A rendering of the Tesla Gigafactory.

Tesla Motors will get a big helping hand from its Japanese tech partner Tesla in a push to get the planned Gigafactory battery plant into production next year.

Panasonic plans to send “hundreds” of its own employees to the Reno, Nevada plant site in an effort to help Tesla get it completed. The $5 billion Gigafactory is expected to become the world’s largest producer of lithium-ion batteries once it gets up to full speed, those batteries used not only for Tesla’s electric vehicles but also for backup energy systems and other applications.

“We’ll need hundreds of people at the start,” Yoshio Ito, Panasonic’s automotive and industrial systems division chief said in Japan. “We should actually see that starting around the autumn.”

Panasonic, which has been supplying batteries for the Tesla Model S, is a major partner in the Gigafactory, with its own investment expected to approach $500 million.

First announced two years ago by Tesla CEO Elon Musk, the Gigafactory touched off a bidding war among states looking to get the 6,500 jobs it promised. Nevada was declared the winner last September – in return for $1.25 billion incentives.

At the time, Gov. Brian Sandoval declared the package approved by Nevada lawmakers, “some of the most important legislation that’s hit this state in perhaps our history.”

(Tesla takes some unexpected lumps from Consumer Reports. Click Here for the story.)

Skeptics have questioned both the ability of Tesla to deliver on its promised production plans and the need for a factory capable of producing 500,000 battery packs a year once up to speed.

A primary outlet for that supply will be the additional products Tesla plans to bring to market in the coming years. It will follow the current Model S sedan with the launch later this year of its Model X sport-utility vehicle. But Tesla expects the real surge in demand to come with the subsequent debut of its planned Model III, a more mainstream battery-car.

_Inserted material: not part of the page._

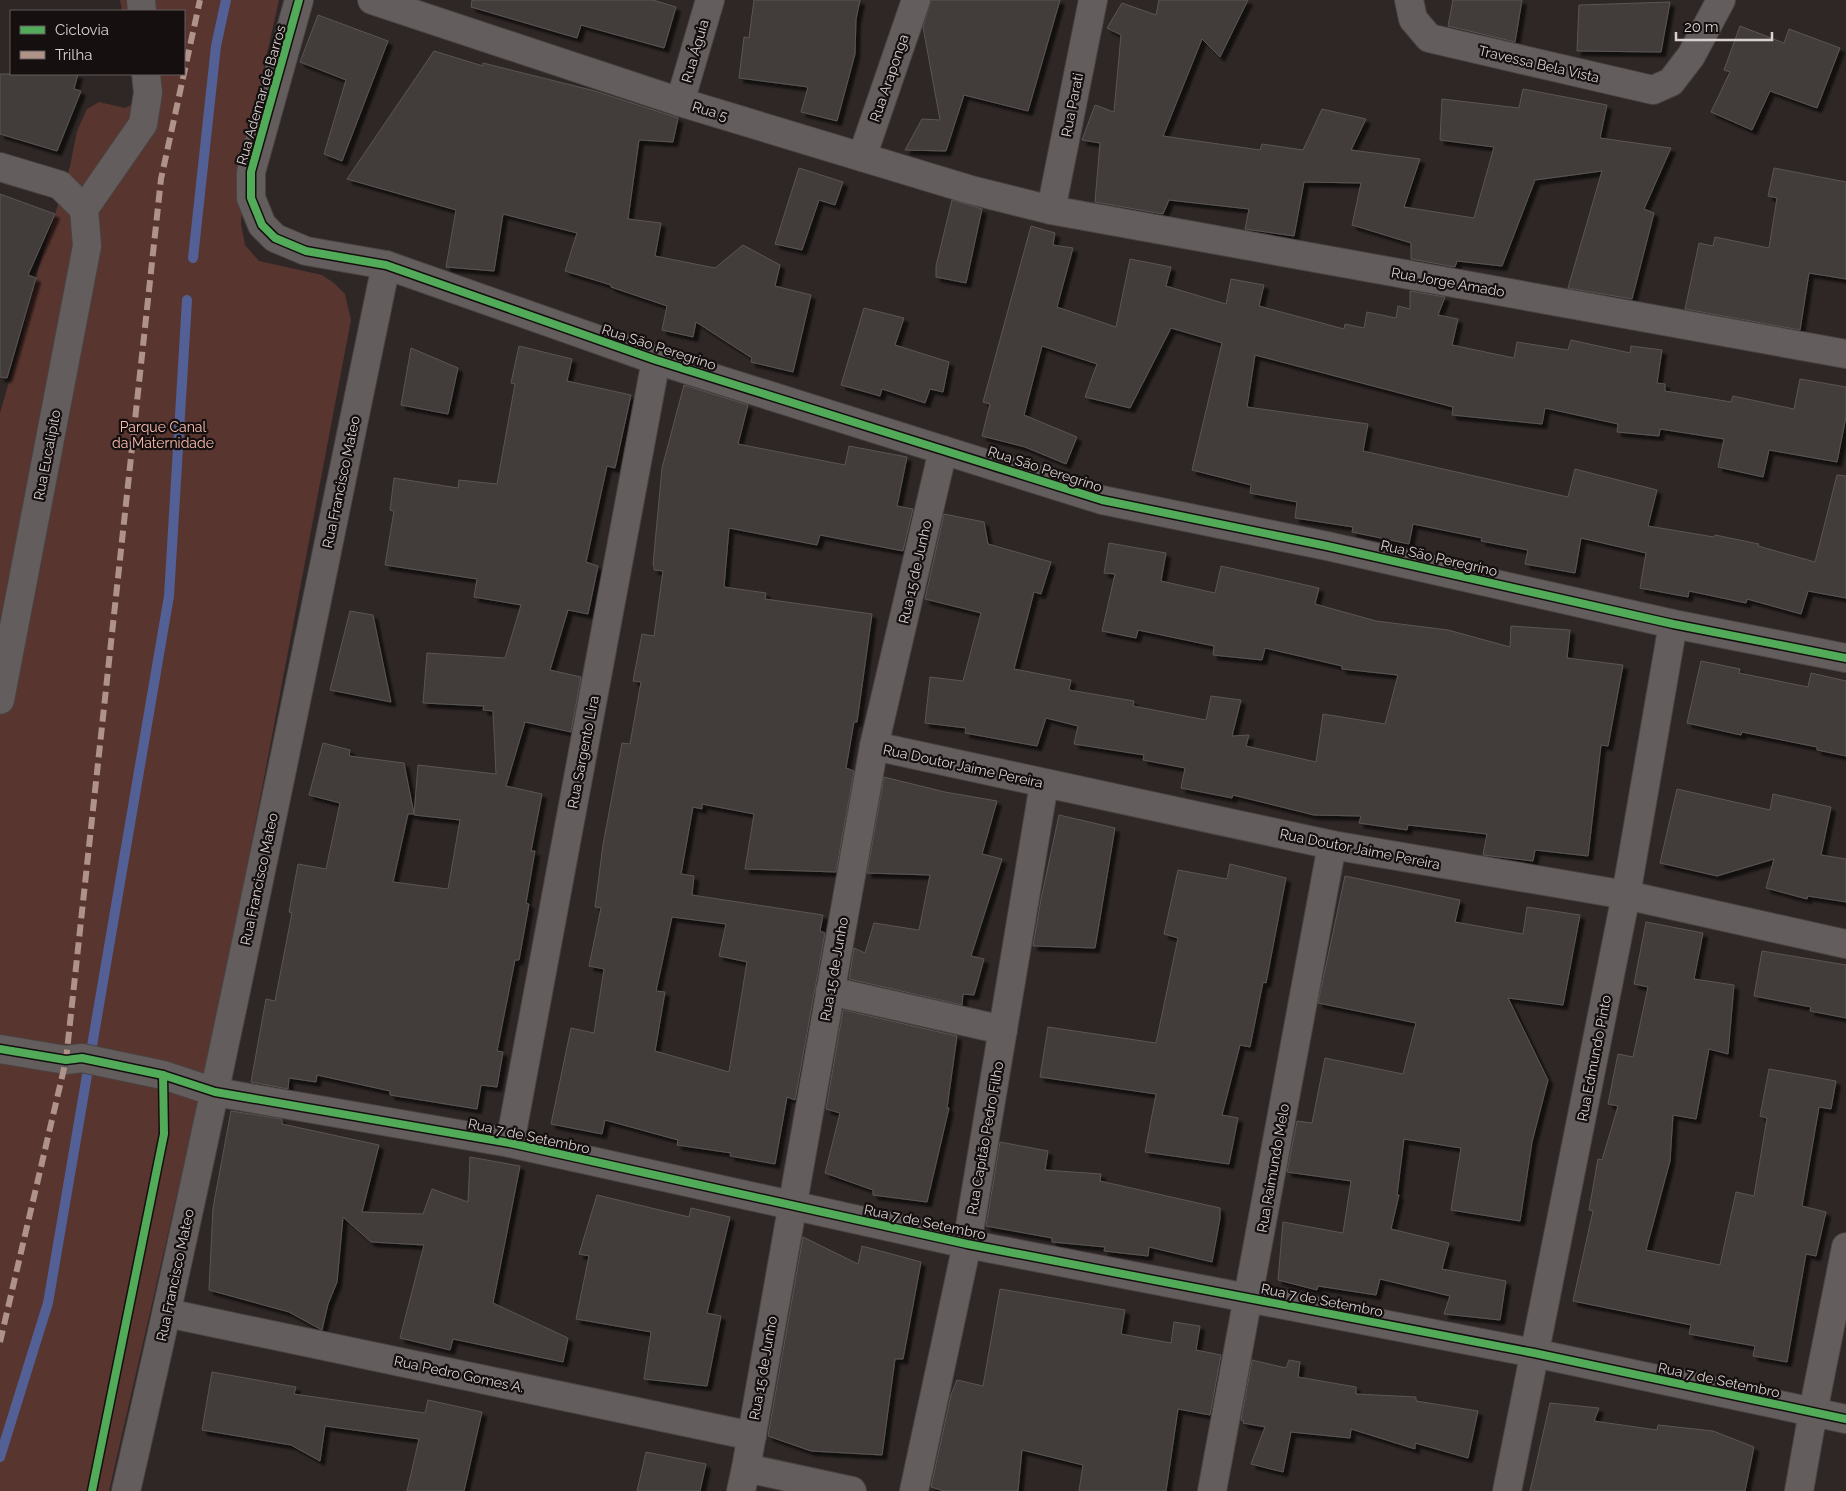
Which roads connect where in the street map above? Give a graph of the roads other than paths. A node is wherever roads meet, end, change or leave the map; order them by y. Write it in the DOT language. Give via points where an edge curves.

(Tesla losing money, but promising to get Model X to market by Q3 2015. Click Here for more.)

Separately, the California maker recently launched a new unit, Tesla Energy, that will produce, among other things, business and residential battery storage systems.

“I can’t understand the fascination with this,” chided former General Motors Vice Chairman Bob Lutz, during an appearance on CNBC this week. He derided as “overvalued” the concept of using lithium-ion batteries for whole house storage systems.

But the launch of Tesla Energy has seemingly kick-started Tesla stock after it began losing momentum in recent months. Since announcing the company’s Powerwall unit, Tesla shares have risen by 25%.

Tesla is beginning to bring in non-construction teams at the Reno site even before work on the Gigafactory is completed. It hired a dozen workers earlier this year and expects to have 300 more by next year. By the third year, it is expected to have 2,000 workers in place, according to its incentive package, with 4,000 on the site by year five. The eventual target is 6,500.